Derek Foster, a former Labour chief whip and Shadow Cabinet member, was clearly angry that he had not been offered the Cabinet post he said he had been promised. He decided to stand down despite having accepted a job as Minister of State at the Office of Public Service, and it is understood he may now stand for election as Deputy Speaker.
"On reflection, after Saturday's appointments, I felt I might have more to offer in other ways and I will have an announcement to make in due course. I am perfectly happy with the outcome," he said.
Peter Kilfoyle, an education spokesman in Opposition, becomes Public Services Minister, but he takes on simply a junior ministerial rank.
Mr Foster, an elected chief whip, was one of many senior Labour figures who were bitterly disappointed at being offered jobs less senior to the ones that they shadowed in opposition.
Andrew Smith, the shadow transport secretary and Michael Meacher, shadow minister for environmental protection, were also in the Shadow Cabinet but not in the Cabinet.
Further down the ranks, a large number of junior shadow ministers are jobless or have more junior positions. Of 76 people who held Shadow Cabinet or ministerial positions, 17 have been demoted or sacked.

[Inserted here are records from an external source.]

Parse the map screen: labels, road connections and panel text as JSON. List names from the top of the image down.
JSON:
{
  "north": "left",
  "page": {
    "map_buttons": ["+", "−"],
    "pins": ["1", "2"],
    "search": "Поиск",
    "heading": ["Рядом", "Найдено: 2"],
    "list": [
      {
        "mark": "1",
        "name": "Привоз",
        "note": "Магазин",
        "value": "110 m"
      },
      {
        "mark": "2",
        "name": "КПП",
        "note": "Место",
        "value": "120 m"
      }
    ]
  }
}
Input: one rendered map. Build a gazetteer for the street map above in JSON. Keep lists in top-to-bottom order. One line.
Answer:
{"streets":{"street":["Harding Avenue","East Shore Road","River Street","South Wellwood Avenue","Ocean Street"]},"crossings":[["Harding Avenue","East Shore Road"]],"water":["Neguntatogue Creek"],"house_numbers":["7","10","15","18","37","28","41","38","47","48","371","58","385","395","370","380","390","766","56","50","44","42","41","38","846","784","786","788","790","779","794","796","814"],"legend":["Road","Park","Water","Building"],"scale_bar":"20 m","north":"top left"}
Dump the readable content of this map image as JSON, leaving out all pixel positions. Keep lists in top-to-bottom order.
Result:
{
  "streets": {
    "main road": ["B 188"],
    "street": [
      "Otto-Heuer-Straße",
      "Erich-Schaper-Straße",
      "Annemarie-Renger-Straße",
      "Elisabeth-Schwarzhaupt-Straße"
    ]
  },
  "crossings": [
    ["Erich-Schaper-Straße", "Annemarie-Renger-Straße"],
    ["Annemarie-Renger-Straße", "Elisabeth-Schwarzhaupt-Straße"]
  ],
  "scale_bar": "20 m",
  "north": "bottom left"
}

Both Janet Anderson, who was formerly shadow minister for women, and Graham Allen, a former spokesman on constitutional and environment matters, will go to the whip's office.
For the rest, the only posts left are in the whip's office or at PPS level, the very bottom rung of the ministerial ladder.
Among those who were still left without posts last night were Keith Vaz, former shadow minister for planning, Tom Pendry, former shadow minister for sport, and Lewis Moonie, another shadow minister at National Heritage.
Although Mr Blair has put a large number of women in his ministerial teams, several have been left out. Among them are Joan Ruddock, former shadow for environmental protection, Llin Golding, former shadow for food safety and agriculture and Ann Coffey, former shadow health minister.
However, there were jobs yesterday for Mark Fisher at heritage, Alf Dubbs, now Lord Dubbs, at Northern Ireland and for Andrew Hardie, QC, as Lord Advocate and life peer.
Some of the disappointed ones claimed yesterday that the system was unfair.
People who had previously worked for "big hitters" such as Gordon Brown or John Prescott could expect their former bosses to fight their corners for them, they said.
"It seems all this is done in a very random way. There's no assessment, there's no merit involved, it's who you know and if someone liked your face.
"No one actually sits down and says this is what we think about your performance," one of them said.